In Russian, English and probably every other language under the sun, physical gestures and facial expressions — sometimes metaphorical, sometimes actual — are used to convey emotional states. When English speakers use the same or similar expressions to convey the same emotions, translation is easy. Он почесал затылок (He scratched his head; he was puzzled, at a loss, amazed). Он навострил уши (He pricked up his ears; he paid close attention to what was being said).

Americans puff out their cheeks and expel air as a sign of exasperation, denoted by the words “whew” or “phew.” They also pout. In Russian, this is надувать губы (literally, to puff out one’s lips). That’s pretty much our cheek-puffing repertoire. In the interest of scholarship, I sat in front of a mirror and puffed out my cheeks, hoping to see some profound emotion. Instead, I saw a ridiculous middle-aged woman doing a chipmunk imitation. Surely that’s not what Medvedev had in mind.

Then I asked a young Russian friend to demonstrate puffed-out cheeks. It was magic. Instantly, a tall, gangly kid turned into a fat, self-important bureaucrat. Got it. Надувать щёки is pose of proud self-importance. In English, we’d probably say: We shouldn’t be so high and mighty. If we were to convey this by a physical gesture, we might say: We shouldn’t puff out our chests. Or: We shouldn’t be puffed up. Or maybe even: We shouldn’t swagger.

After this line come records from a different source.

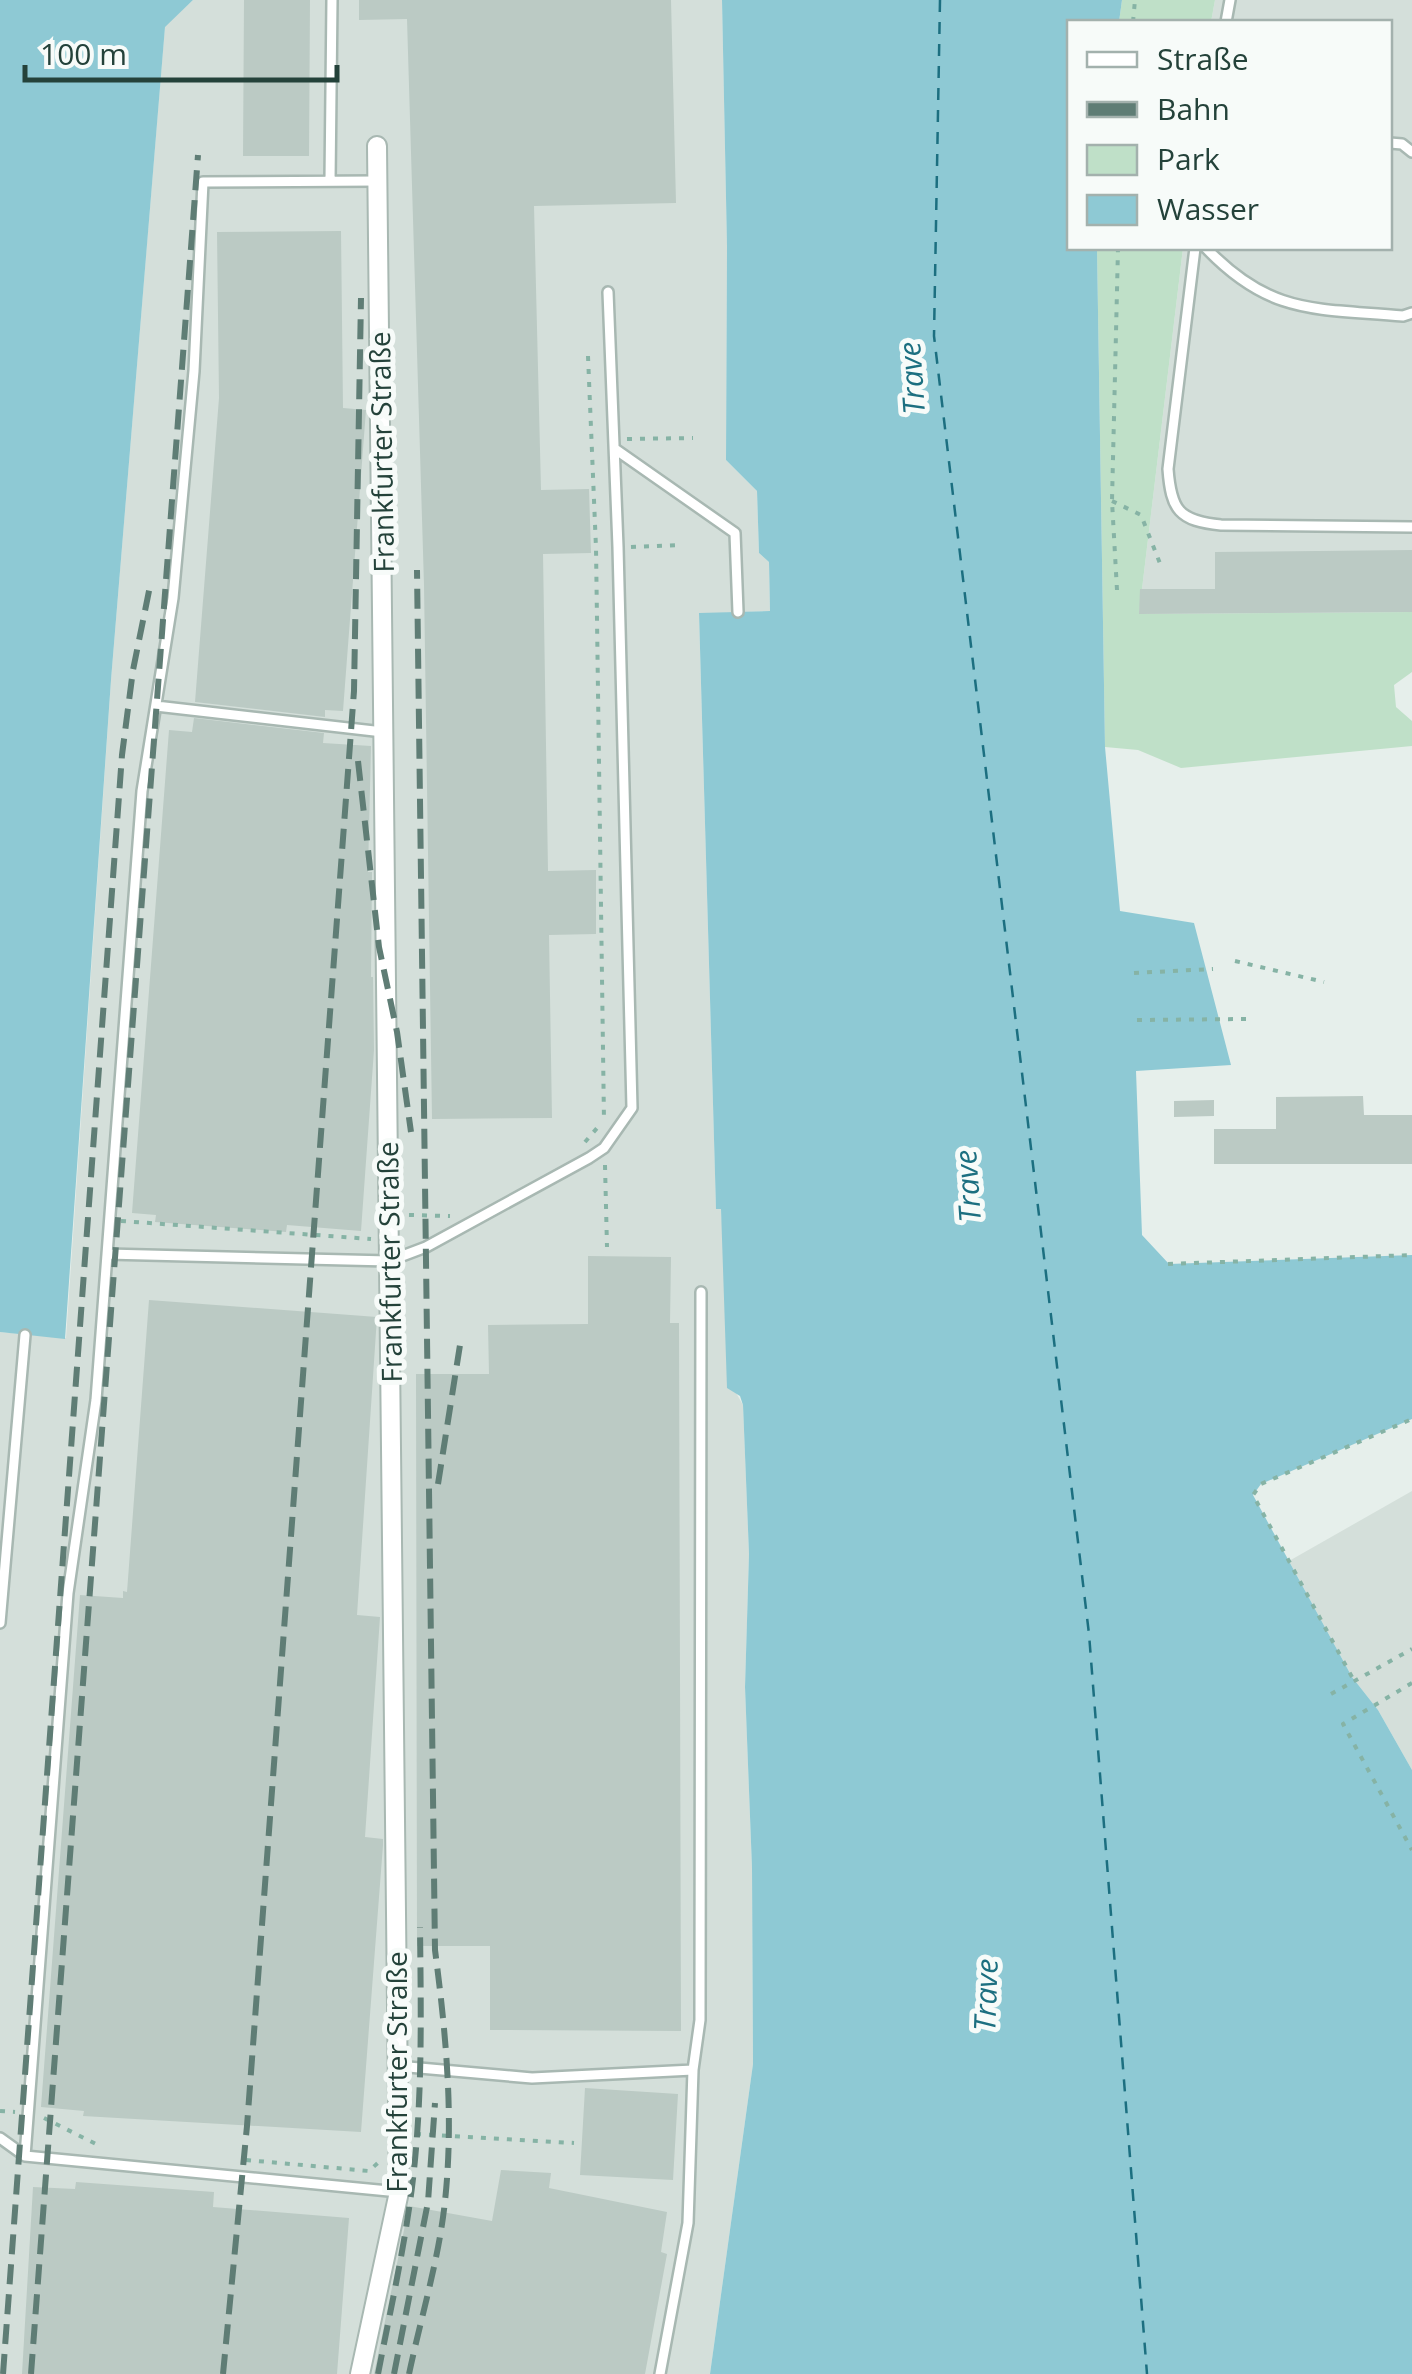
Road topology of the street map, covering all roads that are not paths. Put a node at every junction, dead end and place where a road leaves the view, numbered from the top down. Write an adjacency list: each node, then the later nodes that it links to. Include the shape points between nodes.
1 (332, 0): 4 (lane)
2 (378, 146): 3 (street, Frankfurter Straße)
3 (378, 181): 4 (lane); 13 (street, Frankfurter Straße)
4 (330, 182): 12 (lane, via 203,182 194,371)
5 (1195, 250): 10 (lane, via 1168,469 1170,499 1182,516 1221,525)
6 (1208, 250): 8 (lane, via 1242,282 1289,304)
7 (608, 292): 9 (lane)
8 (1412, 312)
9 (615, 444): 11 (lane, via 734,533); 15 (lane, via 632,1108 604,1148)
10 (1412, 526)
11 (738, 612)
12 (156, 706): 13 (lane); 14 (lane, via 142,790)
13 (384, 732): 15 (street, Frankfurter Straße)
14 (107, 1254): 15 (lane); 22 (lane, via 96,1400 68,1593)
15 (389, 1261): 19 (street, Frankfurter Straße)
16 (701, 1292): 20 (lane, via 700,2020)
17 (24, 1335): 18 (lane)
18 (0, 1624)
19 (398, 2066): 20 (lane, via 532,2078); 23 (street, Frankfurter Straße)
20 (694, 2070): 25 (lane, via 688,2223)
21 (0, 2138): 22 (lane)
22 (25, 2156): 23 (lane)
23 (399, 2192): 24 (street, Frankfurter Straße)
24 (360, 2374)
25 (660, 2374)

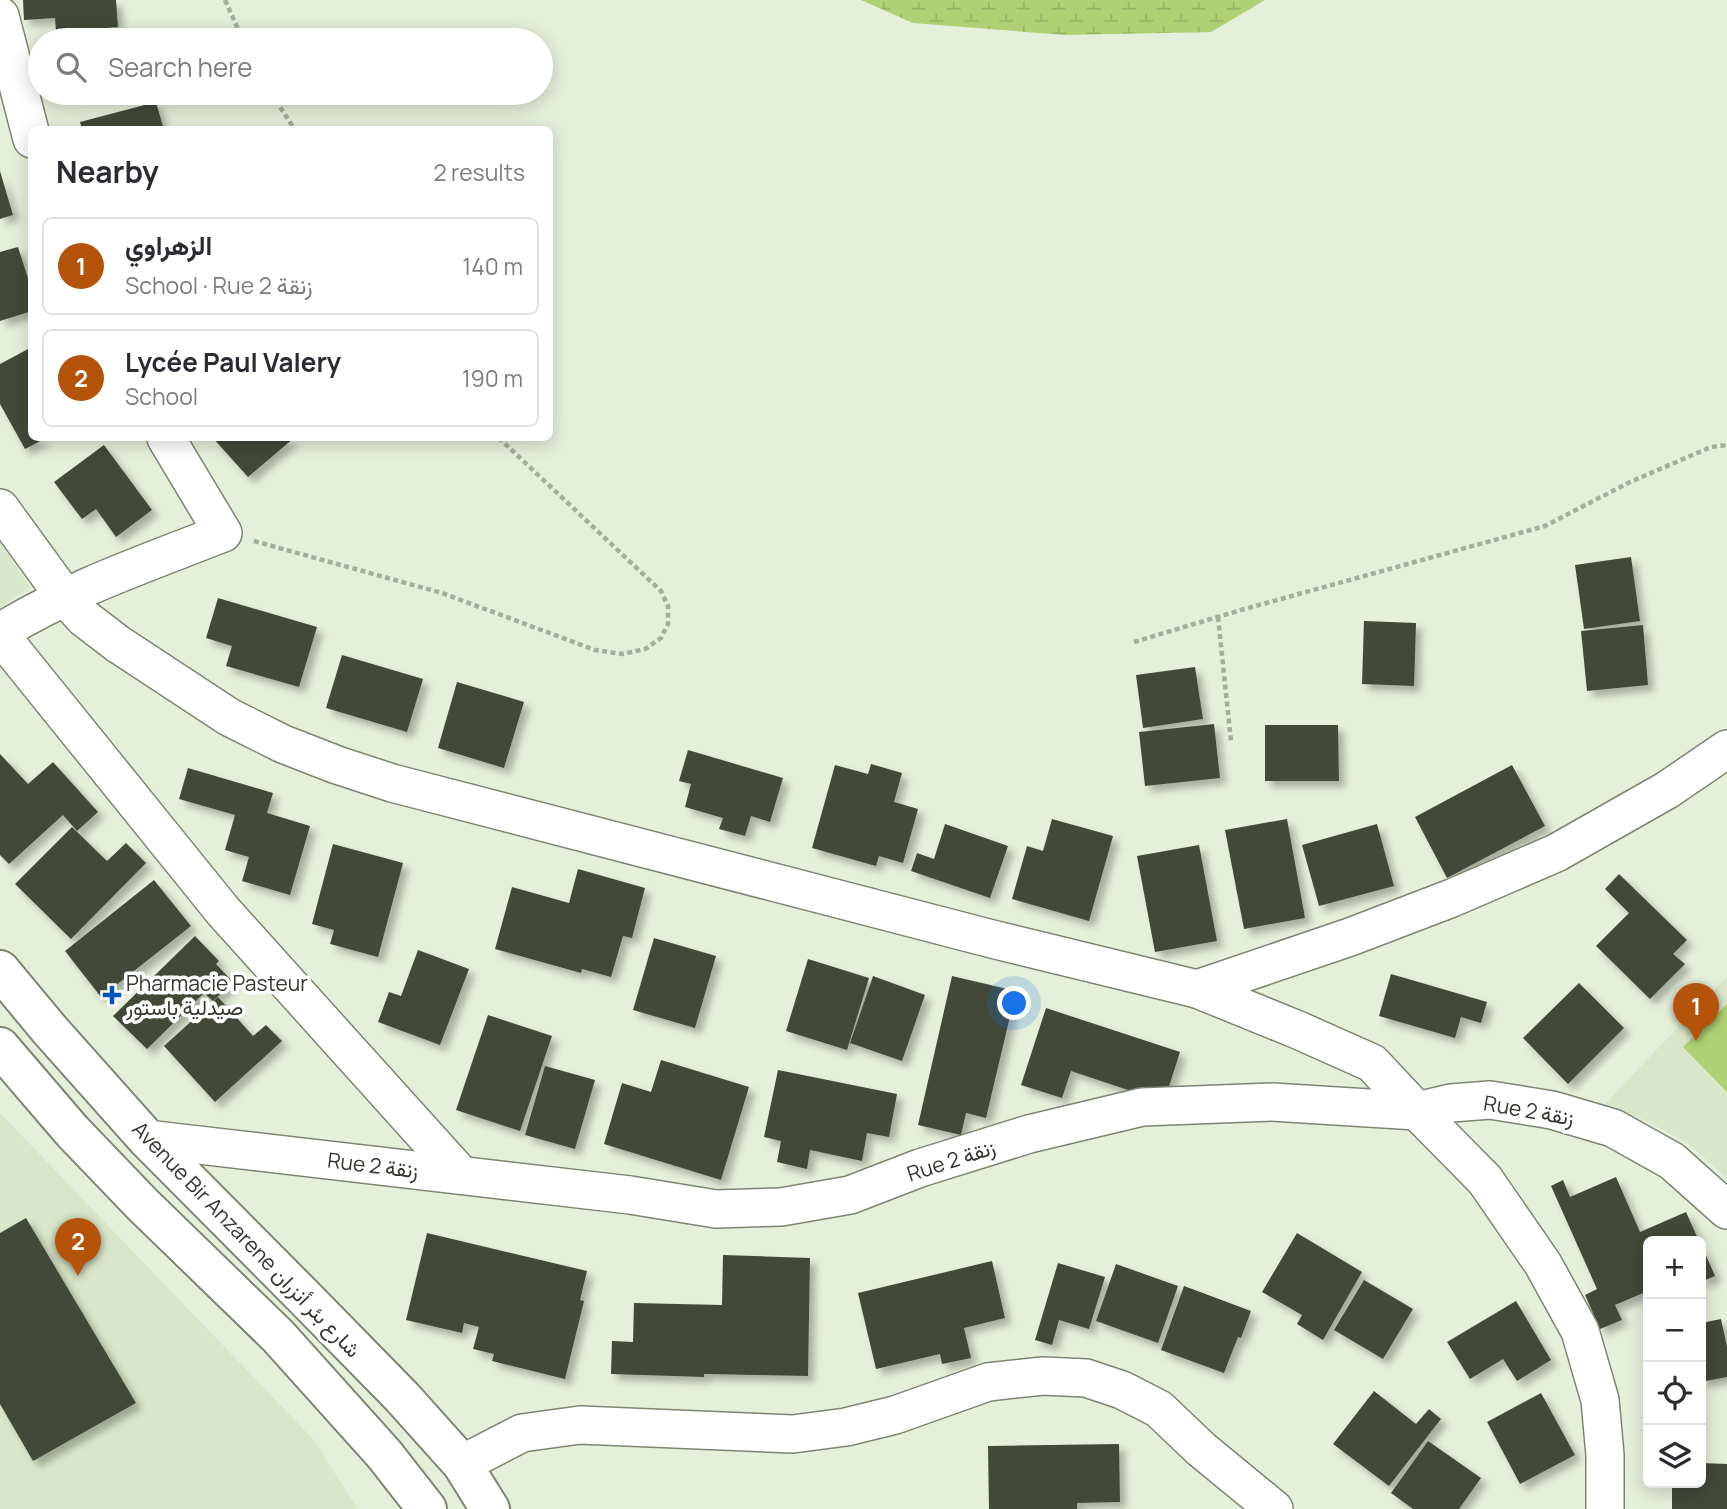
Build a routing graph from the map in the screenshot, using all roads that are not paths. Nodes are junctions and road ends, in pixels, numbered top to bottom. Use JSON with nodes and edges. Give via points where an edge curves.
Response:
{"nodes":[{"id":1,"x":0,"y":16,"type":"edge"},
{"id":2,"x":29,"y":126,"type":"edge"},
{"id":3,"x":168,"y":441,"type":"edge"},
{"id":4,"x":0,"y":508,"type":"edge"},
{"id":5,"x":64,"y":596,"type":"junction"},
{"id":6,"x":0,"y":634,"type":"edge"},
{"id":7,"x":1727,"y":749,"type":"edge"},
{"id":8,"x":0,"y":970,"type":"edge"},
{"id":9,"x":1197,"y":989,"type":"junction"},
{"id":10,"x":0,"y":1047,"type":"edge"},
{"id":11,"x":1416,"y":1111,"type":"junction"},
{"id":12,"x":147,"y":1139,"type":"junction"},
{"id":13,"x":461,"y":1175,"type":"junction"},
{"id":14,"x":1727,"y":1210,"type":"edge"},
{"id":15,"x":462,"y":1464,"type":"junction"},
{"id":16,"x":427,"y":1509,"type":"edge"},
{"id":17,"x":490,"y":1509,"type":"edge"},
{"id":18,"x":1274,"y":1509,"type":"edge"},
{"id":19,"x":1605,"y":1509,"type":"edge"}],
"edges":[{"from":1,"to":2,"type":"street"},
{"from":3,"to":5,"type":"street","via":[[223,533]]},
{"from":4,"to":5,"type":"street"},
{"from":5,"to":6,"type":"street"},
{"from":5,"to":9,"type":"street","via":[[118,644],[229,718],[337,765]]},
{"from":6,"to":13,"type":"street","via":[[223,911]]},
{"from":7,"to":9,"type":"street","via":[[1668,790],[1556,853],[1439,903]]},
{"from":8,"to":12,"type":"main road","name":"Avenue Bir Anzarene شارع بئر أنزران"},
{"from":9,"to":11,"type":"street","via":[[1372,1063]]},
{"from":10,"to":16,"type":"main road","via":[[142,1205],[278,1336]]},
{"from":11,"to":13,"type":"street","name":"Rue 2 زنقة","via":[[1272,1102],[1142,1107],[1029,1134],[850,1195],[780,1207],[716,1209]]},
{"from":11,"to":14,"type":"street","name":"Rue 2 زنقة","via":[[1490,1100],[1552,1110],[1613,1128],[1672,1161]]},
{"from":11,"to":19,"type":"street","via":[[1485,1180],[1544,1264],[1580,1331],[1600,1399]]},
{"from":12,"to":13,"type":"street","name":"Rue 2 زنقة"},
{"from":12,"to":15,"type":"main road","name":"Avenue Bir Anzarene شارع بئر أنزران","via":[[402,1397]]},
{"from":15,"to":17,"type":"main road","name":"Avenue Bir Anzarene شارع بئر أنزران"},
{"from":15,"to":18,"type":"street","via":[[522,1433],[580,1425],[793,1434],[895,1415],[988,1382],[1043,1376],[1086,1378],[1159,1409]]}]}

Надувать щёки is not, as the otherwise brilliant Kremlin translators would have it, “to be full of hot air.” Sure, someone with a swelled head might also run off at the mouth without saying anything of value — which is what “to be full of hot air” means. But Medvedev wasn’t calling on officials to cut the crap. He was telling them to stop playing the big shot.

This is clear in the sentence that follows: Мы заинтересованы в притоке в страну капиталов, новых технологий и передовых идей (We want to see capital, new technologies and cutting-edge ideas coming into the country). The West, he asserted, is interested in the same thing: Знаем, что и наши партнёры рассчитывают на сближение с Россией для реализации своих приоритетных задач (We know that our partners are counting on better relations with Russia in order to achieve their priority goals). In other words: We want it and they want it, but our unwarranted pride is getting in the way.

No wonder this was the hot topic in the steam room. Let’s hope it’s not just hot air.

Michele A. Berdy is a Moscow-based translator and interpreter.